The language in which newspapers were published was shaped by various factors including the culture of reprinting, which meant that articles published in Europe were often simply reproduced for a colonial audience, and vice versa. This practice, along with class-based language preferences and the efficiency of reusing text without translation, tended to reinforce the centrality of particular dialects or languages within multi-lingual states. For example, though the first newspaper to be published in Wales appeared in 1804 (The Cambrian), the first Welsh language weekly was not published until 1814 (Seren Gomer, founded by Joseph Harris). Similarly, in Finland, all three of the oldest newspapers still retain their original Swedish titles, while the oldest daily newspaper in Finland is the Swedish language publication Åbo Underrättelser, founded 1824. In colonial spaces, language homogeneity was likewise encouraged by the dominance or early appearance of government gazettes. As the provincial and colonial press expanded, so did the use of dialect and different languages, including the printing of non-European language newspapers within European colonies. Nor were newspapers necessarily monolingual; Spanish, German and Italian newspapers in Australia and the United States included English-language articles and multilingual communities, such as New Orleans, support bilingual publications. Editions of a newspaper in other languages are often considered separate publications in databases because they will be published on separate dates.
English has become the lingua franca for XML, and all databases other than HNDM use English to categorise all their metadata.
In regard to a sense of style and word choice, each newspaper attempted to maintain a consistent tone throughout its pages. This is exemplified by the uneven move from anonymity to signature in the nineteenth century; established daily newspapers were some of the last to adopt signed articles. Debates about the status of newspapers as literature shaped the kind of language employed in the press, depending on how each publication positioned itself.
“the dialect speech of middle-class speakers was more likely to be transcribed into ‘Queen’s English’, apart from the heckles of the working-class crowd. Vernon sees this as a sign of the closer association between Standard English and power, and the growing power of print over oral media.” [Hobbs 2018, 309]
“Omalla kielellä ei ole ollut valtiovallan poliittista tukea.”
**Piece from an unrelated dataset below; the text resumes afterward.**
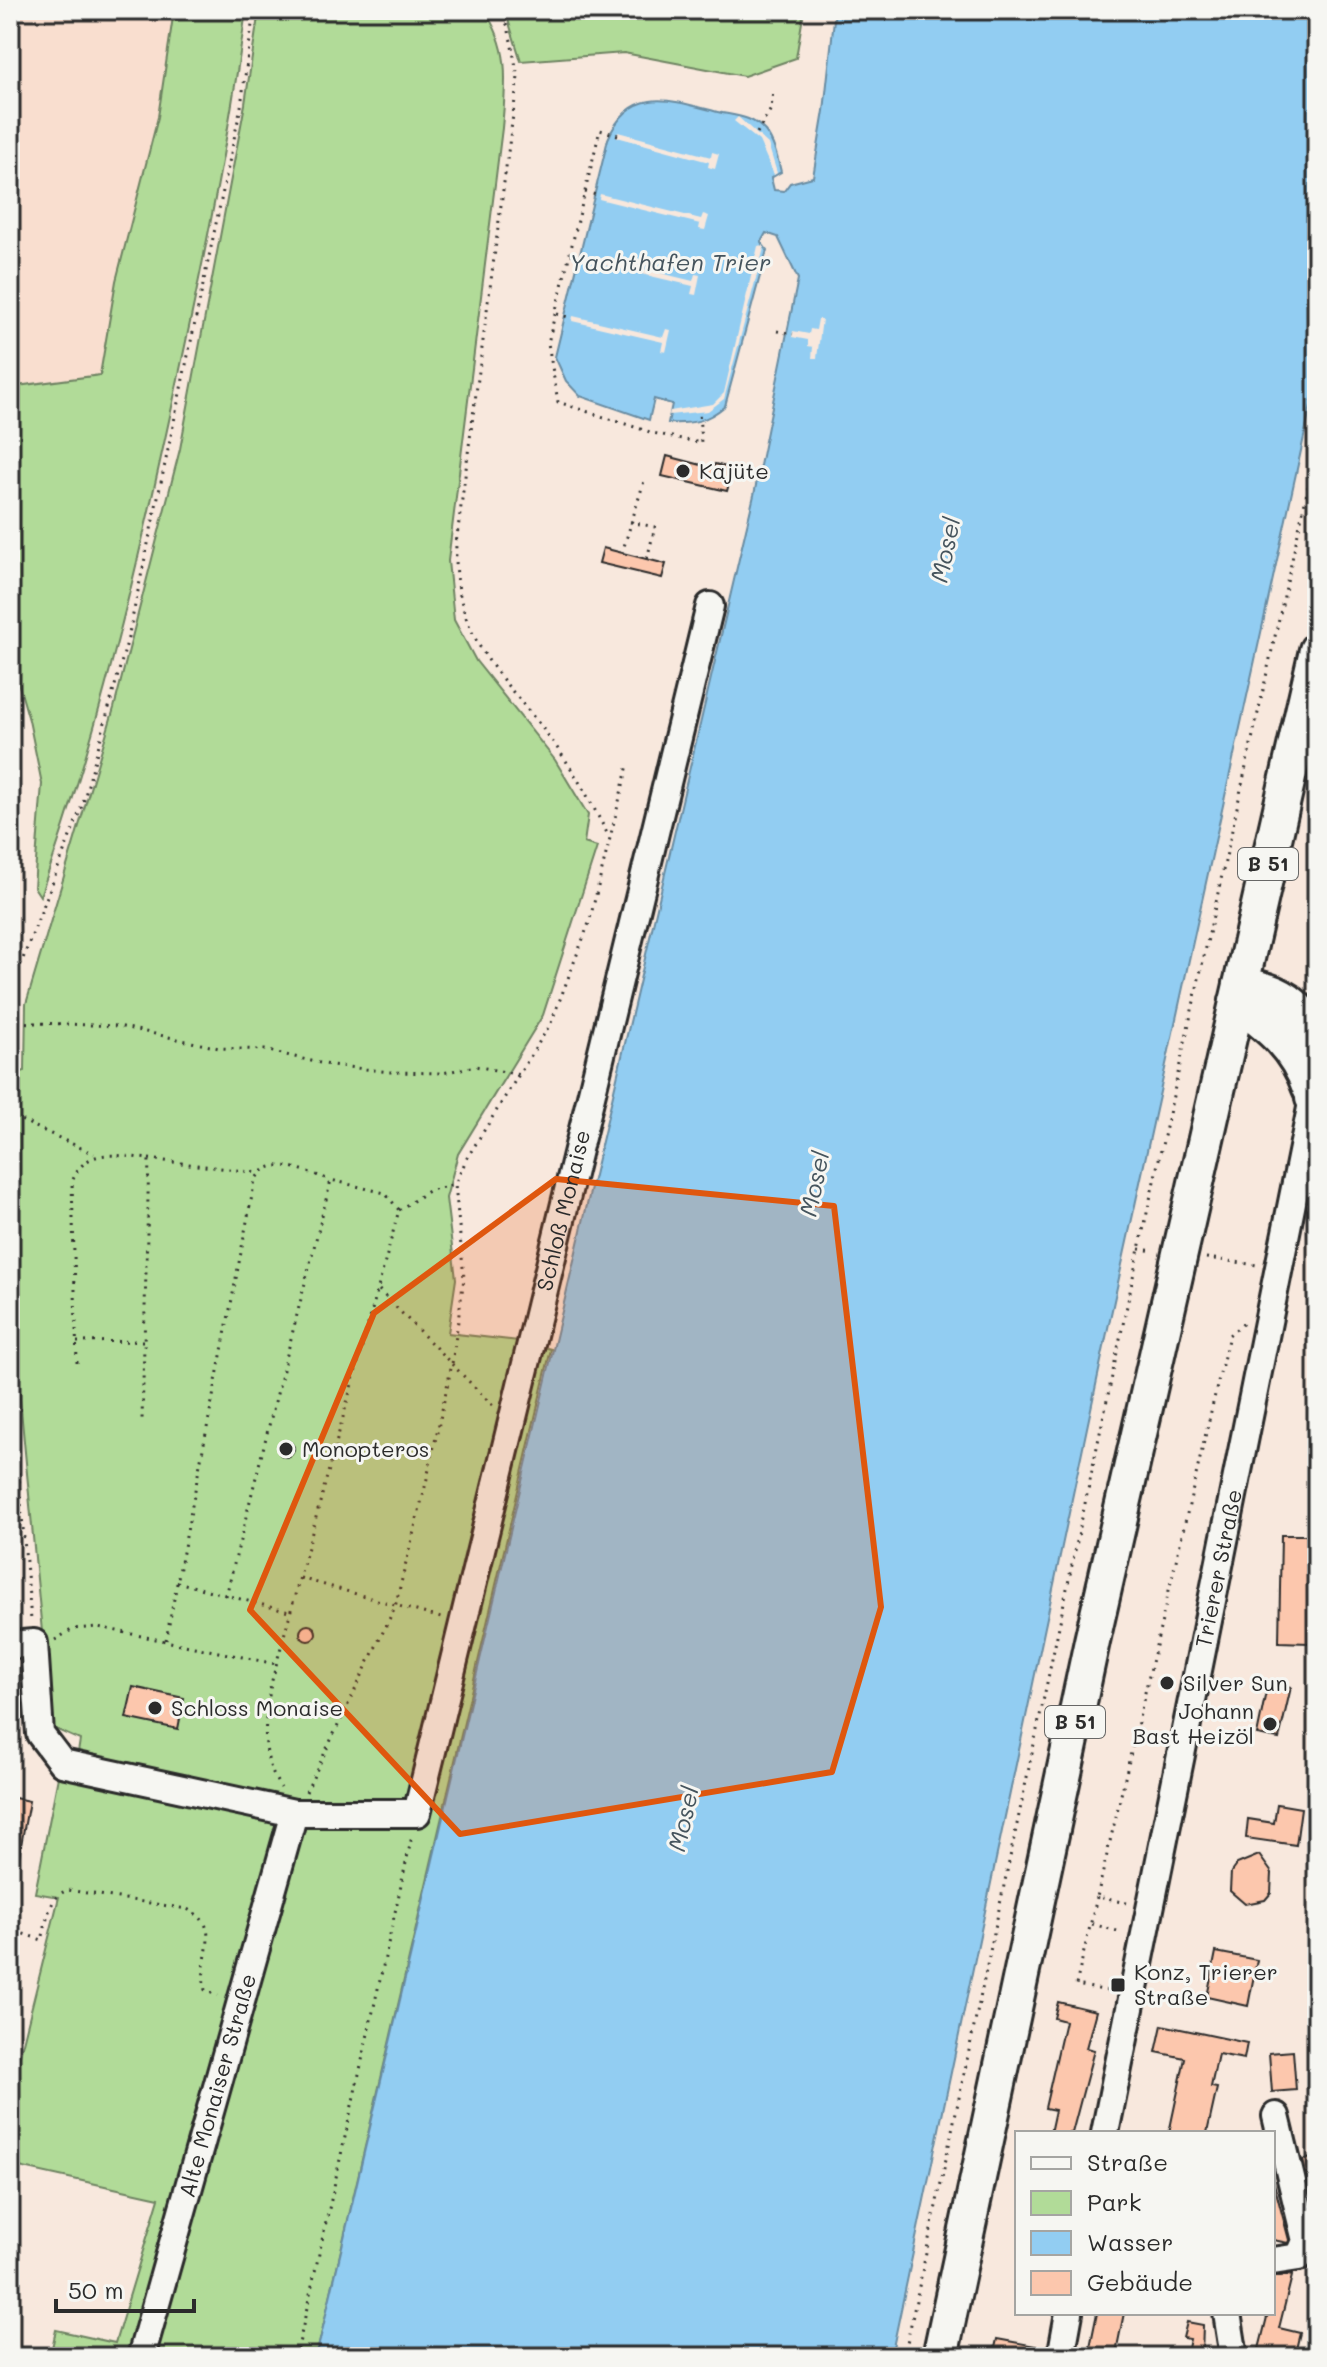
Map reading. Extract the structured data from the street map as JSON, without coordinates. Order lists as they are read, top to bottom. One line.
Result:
{"streets":{"main road":["B 51"],"street":["Schloß Monaise","Trierer Straße","Alte Monaiser Straße"]},"water":["Yachthafen Trier","Mosel"],"places":{"other":["Kajüte","Monopteros","Silver Sun","Schloss Monaise","Johann Bast Heizöl"],"transit":["Konz, Trierer Straße"]},"legend":["Straße","Park","Wasser","Gebäude"],"scale_bar":"50 m"}
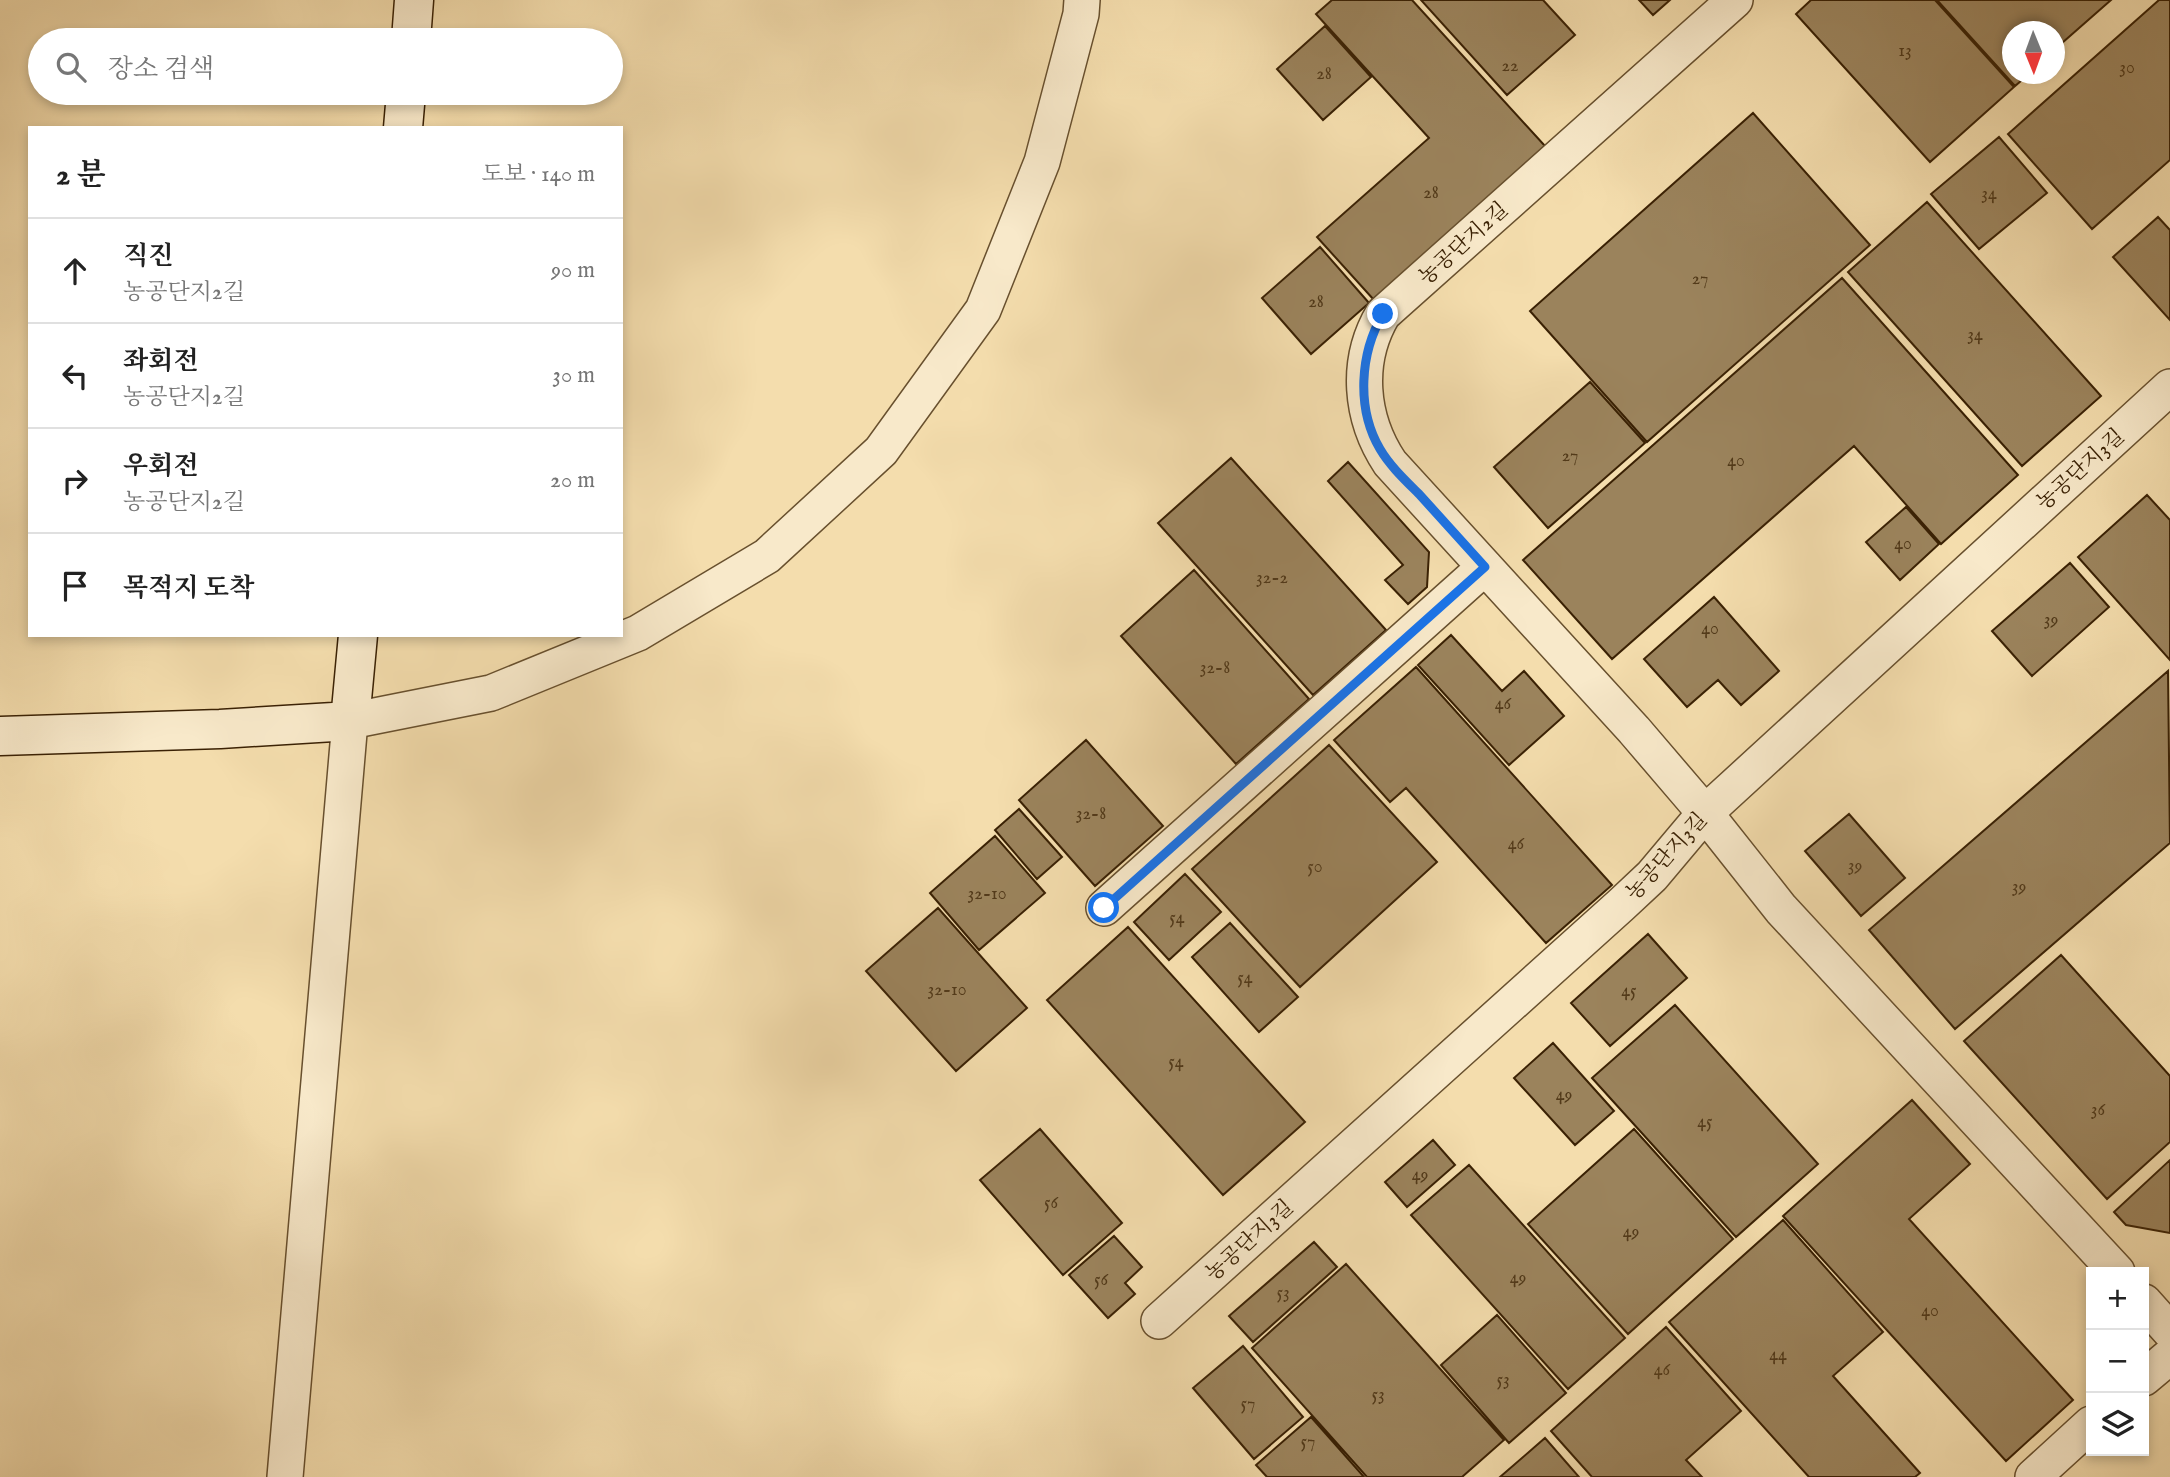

“Place trumped class in the changing discourse of local newspapers, as a theoretically neutral technique—dialect—was used to include rather than exclude. This was part of complex changes in the relationship between spoken and written language, and the crossover between literary and journalistic techniques.” [Hobbs 2018, 302]
“Because of the timely nature of newspapers, very few newspapers are considered to be translations.” [Sagendorf and Moore, 40]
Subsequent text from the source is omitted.